Task to complete >> Starting at the first line and ending at the last, output the data exactly.

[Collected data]
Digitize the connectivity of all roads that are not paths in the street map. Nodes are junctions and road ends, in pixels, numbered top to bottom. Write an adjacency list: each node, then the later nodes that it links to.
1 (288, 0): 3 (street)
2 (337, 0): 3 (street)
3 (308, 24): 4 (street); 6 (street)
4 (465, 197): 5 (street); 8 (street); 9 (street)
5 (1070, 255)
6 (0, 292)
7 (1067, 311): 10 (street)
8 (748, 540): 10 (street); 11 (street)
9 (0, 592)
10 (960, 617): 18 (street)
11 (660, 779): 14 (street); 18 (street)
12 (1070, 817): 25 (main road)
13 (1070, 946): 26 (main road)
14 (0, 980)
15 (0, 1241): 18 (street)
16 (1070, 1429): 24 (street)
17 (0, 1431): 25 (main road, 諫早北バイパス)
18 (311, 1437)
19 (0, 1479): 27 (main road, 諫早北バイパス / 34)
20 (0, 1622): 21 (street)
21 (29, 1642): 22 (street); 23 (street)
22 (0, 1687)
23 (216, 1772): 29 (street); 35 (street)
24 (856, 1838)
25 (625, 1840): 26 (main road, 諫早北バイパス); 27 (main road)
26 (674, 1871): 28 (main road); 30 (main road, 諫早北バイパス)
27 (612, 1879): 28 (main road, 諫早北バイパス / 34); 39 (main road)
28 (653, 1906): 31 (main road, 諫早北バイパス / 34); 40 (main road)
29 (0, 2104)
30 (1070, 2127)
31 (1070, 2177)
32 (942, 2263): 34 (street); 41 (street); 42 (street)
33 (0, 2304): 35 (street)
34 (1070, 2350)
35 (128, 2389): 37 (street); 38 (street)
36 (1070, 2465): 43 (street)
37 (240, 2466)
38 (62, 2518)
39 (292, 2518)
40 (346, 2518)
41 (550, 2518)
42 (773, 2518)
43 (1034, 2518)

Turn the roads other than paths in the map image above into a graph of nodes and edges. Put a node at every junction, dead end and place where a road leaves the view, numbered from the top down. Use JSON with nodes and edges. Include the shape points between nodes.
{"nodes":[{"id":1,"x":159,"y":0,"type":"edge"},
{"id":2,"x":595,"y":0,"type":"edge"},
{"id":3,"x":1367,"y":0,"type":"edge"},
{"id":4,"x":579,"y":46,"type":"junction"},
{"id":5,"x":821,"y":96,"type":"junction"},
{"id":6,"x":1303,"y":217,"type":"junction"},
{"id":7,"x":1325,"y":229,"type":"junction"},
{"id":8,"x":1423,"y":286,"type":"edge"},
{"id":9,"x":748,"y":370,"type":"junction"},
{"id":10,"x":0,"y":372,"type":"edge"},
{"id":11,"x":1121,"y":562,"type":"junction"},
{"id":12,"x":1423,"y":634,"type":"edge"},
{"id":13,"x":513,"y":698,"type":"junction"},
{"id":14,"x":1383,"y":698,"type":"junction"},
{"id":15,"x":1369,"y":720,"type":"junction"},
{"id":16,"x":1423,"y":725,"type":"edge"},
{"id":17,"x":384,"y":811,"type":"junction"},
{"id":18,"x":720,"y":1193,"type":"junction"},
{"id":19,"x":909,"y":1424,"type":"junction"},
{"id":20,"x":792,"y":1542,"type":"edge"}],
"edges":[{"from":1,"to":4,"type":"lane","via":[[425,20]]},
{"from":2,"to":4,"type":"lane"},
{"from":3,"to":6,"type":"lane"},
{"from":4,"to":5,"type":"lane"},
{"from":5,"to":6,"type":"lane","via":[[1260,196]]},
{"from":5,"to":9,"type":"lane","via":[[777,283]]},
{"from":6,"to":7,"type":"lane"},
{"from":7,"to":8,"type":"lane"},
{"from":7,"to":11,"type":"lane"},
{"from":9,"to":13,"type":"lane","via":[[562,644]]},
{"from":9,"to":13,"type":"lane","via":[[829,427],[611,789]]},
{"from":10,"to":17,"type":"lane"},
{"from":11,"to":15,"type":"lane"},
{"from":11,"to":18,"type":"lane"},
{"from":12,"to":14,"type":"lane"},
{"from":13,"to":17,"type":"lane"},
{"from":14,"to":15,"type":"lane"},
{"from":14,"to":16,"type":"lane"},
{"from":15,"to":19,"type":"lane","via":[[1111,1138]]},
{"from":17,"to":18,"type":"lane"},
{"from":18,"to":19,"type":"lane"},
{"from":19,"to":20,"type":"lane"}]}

Exercise result >>
Digitize the connectivity of all roads that are not paths in the street map. Nodes are junctions and road ends, in pixels, numbered top to bottom. Write an adjacency list: each node, then the later nodes that it links to.
1 (288, 0): 3 (street)
2 (337, 0): 3 (street)
3 (308, 24): 4 (street); 6 (street)
4 (465, 197): 5 (street); 8 (street); 9 (street)
5 (1070, 255)
6 (0, 292)
7 (1067, 311): 10 (street)
8 (748, 540): 10 (street); 11 (street)
9 (0, 592)
10 (960, 617): 18 (street)
11 (660, 779): 14 (street); 18 (street)
12 (1070, 817): 25 (main road)
13 (1070, 946): 26 (main road)
14 (0, 980)
15 (0, 1241): 18 (street)
16 (1070, 1429): 24 (street)
17 (0, 1431): 25 (main road, 諫早北バイパス)
18 (311, 1437)
19 (0, 1479): 27 (main road, 諫早北バイパス / 34)
20 (0, 1622): 21 (street)
21 (29, 1642): 22 (street); 23 (street)
22 (0, 1687)
23 (216, 1772): 29 (street); 35 (street)
24 (856, 1838)
25 (625, 1840): 26 (main road, 諫早北バイパス); 27 (main road)
26 (674, 1871): 28 (main road); 30 (main road, 諫早北バイパス)
27 (612, 1879): 28 (main road, 諫早北バイパス / 34); 39 (main road)
28 (653, 1906): 31 (main road, 諫早北バイパス / 34); 40 (main road)
29 (0, 2104)
30 (1070, 2127)
31 (1070, 2177)
32 (942, 2263): 34 (street); 41 (street); 42 (street)
33 (0, 2304): 35 (street)
34 (1070, 2350)
35 (128, 2389): 37 (street); 38 (street)
36 (1070, 2465): 43 (street)
37 (240, 2466)
38 (62, 2518)
39 (292, 2518)
40 (346, 2518)
41 (550, 2518)
42 (773, 2518)
43 (1034, 2518)

Turn the roads other than paths in the map image above into a graph of nodes and edges. Put a node at every junction, dead end and place where a road leaves the view, numbered from the top down. Use JSON with nodes and edges. Include the shape points between nodes.
{"nodes":[{"id":1,"x":159,"y":0,"type":"edge"},
{"id":2,"x":595,"y":0,"type":"edge"},
{"id":3,"x":1367,"y":0,"type":"edge"},
{"id":4,"x":579,"y":46,"type":"junction"},
{"id":5,"x":821,"y":96,"type":"junction"},
{"id":6,"x":1303,"y":217,"type":"junction"},
{"id":7,"x":1325,"y":229,"type":"junction"},
{"id":8,"x":1423,"y":286,"type":"edge"},
{"id":9,"x":748,"y":370,"type":"junction"},
{"id":10,"x":0,"y":372,"type":"edge"},
{"id":11,"x":1121,"y":562,"type":"junction"},
{"id":12,"x":1423,"y":634,"type":"edge"},
{"id":13,"x":513,"y":698,"type":"junction"},
{"id":14,"x":1383,"y":698,"type":"junction"},
{"id":15,"x":1369,"y":720,"type":"junction"},
{"id":16,"x":1423,"y":725,"type":"edge"},
{"id":17,"x":384,"y":811,"type":"junction"},
{"id":18,"x":720,"y":1193,"type":"junction"},
{"id":19,"x":909,"y":1424,"type":"junction"},
{"id":20,"x":792,"y":1542,"type":"edge"}],
"edges":[{"from":1,"to":4,"type":"lane","via":[[425,20]]},
{"from":2,"to":4,"type":"lane"},
{"from":3,"to":6,"type":"lane"},
{"from":4,"to":5,"type":"lane"},
{"from":5,"to":6,"type":"lane","via":[[1260,196]]},
{"from":5,"to":9,"type":"lane","via":[[777,283]]},
{"from":6,"to":7,"type":"lane"},
{"from":7,"to":8,"type":"lane"},
{"from":7,"to":11,"type":"lane"},
{"from":9,"to":13,"type":"lane","via":[[562,644]]},
{"from":9,"to":13,"type":"lane","via":[[829,427],[611,789]]},
{"from":10,"to":17,"type":"lane"},
{"from":11,"to":15,"type":"lane"},
{"from":11,"to":18,"type":"lane"},
{"from":12,"to":14,"type":"lane"},
{"from":13,"to":17,"type":"lane"},
{"from":14,"to":15,"type":"lane"},
{"from":14,"to":16,"type":"lane"},
{"from":15,"to":19,"type":"lane","via":[[1111,1138]]},
{"from":17,"to":18,"type":"lane"},
{"from":18,"to":19,"type":"lane"},
{"from":19,"to":20,"type":"lane"}]}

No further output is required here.